__Activity__. Wherever "Answer" appears in a line of the listing, report that line.

__Material for this task__.
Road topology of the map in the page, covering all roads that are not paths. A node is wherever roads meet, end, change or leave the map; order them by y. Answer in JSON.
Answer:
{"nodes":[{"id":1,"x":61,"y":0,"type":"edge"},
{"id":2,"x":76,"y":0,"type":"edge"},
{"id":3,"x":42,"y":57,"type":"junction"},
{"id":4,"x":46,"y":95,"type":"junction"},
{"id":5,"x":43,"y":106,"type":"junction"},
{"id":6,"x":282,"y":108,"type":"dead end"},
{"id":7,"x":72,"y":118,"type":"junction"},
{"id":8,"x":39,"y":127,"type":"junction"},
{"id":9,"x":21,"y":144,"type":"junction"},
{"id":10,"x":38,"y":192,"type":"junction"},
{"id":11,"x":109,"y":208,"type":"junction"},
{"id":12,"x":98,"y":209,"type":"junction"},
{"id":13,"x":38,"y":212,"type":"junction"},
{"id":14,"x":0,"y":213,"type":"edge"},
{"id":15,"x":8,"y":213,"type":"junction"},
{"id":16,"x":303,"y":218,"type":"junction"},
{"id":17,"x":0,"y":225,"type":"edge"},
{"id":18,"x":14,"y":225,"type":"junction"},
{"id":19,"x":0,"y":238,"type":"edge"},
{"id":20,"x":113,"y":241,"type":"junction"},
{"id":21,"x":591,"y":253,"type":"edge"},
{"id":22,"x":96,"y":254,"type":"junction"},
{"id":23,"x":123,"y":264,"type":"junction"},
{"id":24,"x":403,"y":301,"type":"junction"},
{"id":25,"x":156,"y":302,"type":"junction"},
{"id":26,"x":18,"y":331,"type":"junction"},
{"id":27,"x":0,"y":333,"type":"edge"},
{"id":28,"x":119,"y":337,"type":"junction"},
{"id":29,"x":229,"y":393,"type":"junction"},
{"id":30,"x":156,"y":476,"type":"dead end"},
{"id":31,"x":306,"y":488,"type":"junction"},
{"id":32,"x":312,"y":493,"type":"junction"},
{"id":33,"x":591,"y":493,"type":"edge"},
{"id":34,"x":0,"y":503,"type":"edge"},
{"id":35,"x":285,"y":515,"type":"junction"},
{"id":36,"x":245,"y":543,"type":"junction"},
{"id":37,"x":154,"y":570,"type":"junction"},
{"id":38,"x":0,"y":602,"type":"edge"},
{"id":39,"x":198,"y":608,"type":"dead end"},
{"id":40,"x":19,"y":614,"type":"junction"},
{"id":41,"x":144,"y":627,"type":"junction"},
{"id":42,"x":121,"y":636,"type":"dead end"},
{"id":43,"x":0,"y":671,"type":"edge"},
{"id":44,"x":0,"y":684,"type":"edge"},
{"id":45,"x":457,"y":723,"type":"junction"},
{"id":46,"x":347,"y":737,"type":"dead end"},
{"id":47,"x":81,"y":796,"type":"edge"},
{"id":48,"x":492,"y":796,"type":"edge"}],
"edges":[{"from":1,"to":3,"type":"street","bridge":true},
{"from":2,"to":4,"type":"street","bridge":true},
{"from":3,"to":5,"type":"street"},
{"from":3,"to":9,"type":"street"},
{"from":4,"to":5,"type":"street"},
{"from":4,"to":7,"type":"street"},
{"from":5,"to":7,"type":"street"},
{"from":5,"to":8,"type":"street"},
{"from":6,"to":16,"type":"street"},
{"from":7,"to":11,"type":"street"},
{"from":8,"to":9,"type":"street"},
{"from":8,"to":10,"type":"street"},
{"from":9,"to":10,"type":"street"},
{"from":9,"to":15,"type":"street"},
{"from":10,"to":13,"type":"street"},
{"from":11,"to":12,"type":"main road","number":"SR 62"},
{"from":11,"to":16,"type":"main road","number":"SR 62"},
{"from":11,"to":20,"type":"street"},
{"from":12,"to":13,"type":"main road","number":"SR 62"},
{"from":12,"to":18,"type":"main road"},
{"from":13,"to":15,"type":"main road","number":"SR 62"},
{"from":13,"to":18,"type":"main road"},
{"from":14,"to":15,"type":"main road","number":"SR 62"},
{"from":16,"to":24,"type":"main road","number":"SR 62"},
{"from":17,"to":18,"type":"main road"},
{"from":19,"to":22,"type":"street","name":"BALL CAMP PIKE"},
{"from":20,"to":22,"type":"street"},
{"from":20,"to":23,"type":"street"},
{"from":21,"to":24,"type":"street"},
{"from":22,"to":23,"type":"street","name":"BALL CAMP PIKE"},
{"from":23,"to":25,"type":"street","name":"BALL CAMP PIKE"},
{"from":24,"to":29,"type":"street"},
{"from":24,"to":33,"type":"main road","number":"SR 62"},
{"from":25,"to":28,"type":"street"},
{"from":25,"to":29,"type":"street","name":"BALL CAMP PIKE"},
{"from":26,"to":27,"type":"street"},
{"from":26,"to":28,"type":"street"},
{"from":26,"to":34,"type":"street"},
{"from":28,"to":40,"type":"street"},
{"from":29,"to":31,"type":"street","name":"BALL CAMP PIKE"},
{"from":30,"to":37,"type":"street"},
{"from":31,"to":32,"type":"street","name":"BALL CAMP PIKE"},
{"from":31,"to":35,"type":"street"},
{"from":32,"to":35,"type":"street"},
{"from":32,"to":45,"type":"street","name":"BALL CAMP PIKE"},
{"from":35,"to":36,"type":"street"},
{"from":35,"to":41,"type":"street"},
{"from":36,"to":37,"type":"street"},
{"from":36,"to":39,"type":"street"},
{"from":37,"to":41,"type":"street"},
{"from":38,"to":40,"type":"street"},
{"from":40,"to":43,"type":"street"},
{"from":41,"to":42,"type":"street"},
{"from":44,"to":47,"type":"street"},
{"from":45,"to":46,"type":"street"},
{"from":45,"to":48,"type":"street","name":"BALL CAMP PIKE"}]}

__Your response__.
Road topology of the map in the page, covering all roads that are not paths. A node is wherever roads meet, end, change or leave the map; order them by y. Answer in JSON.
Answer:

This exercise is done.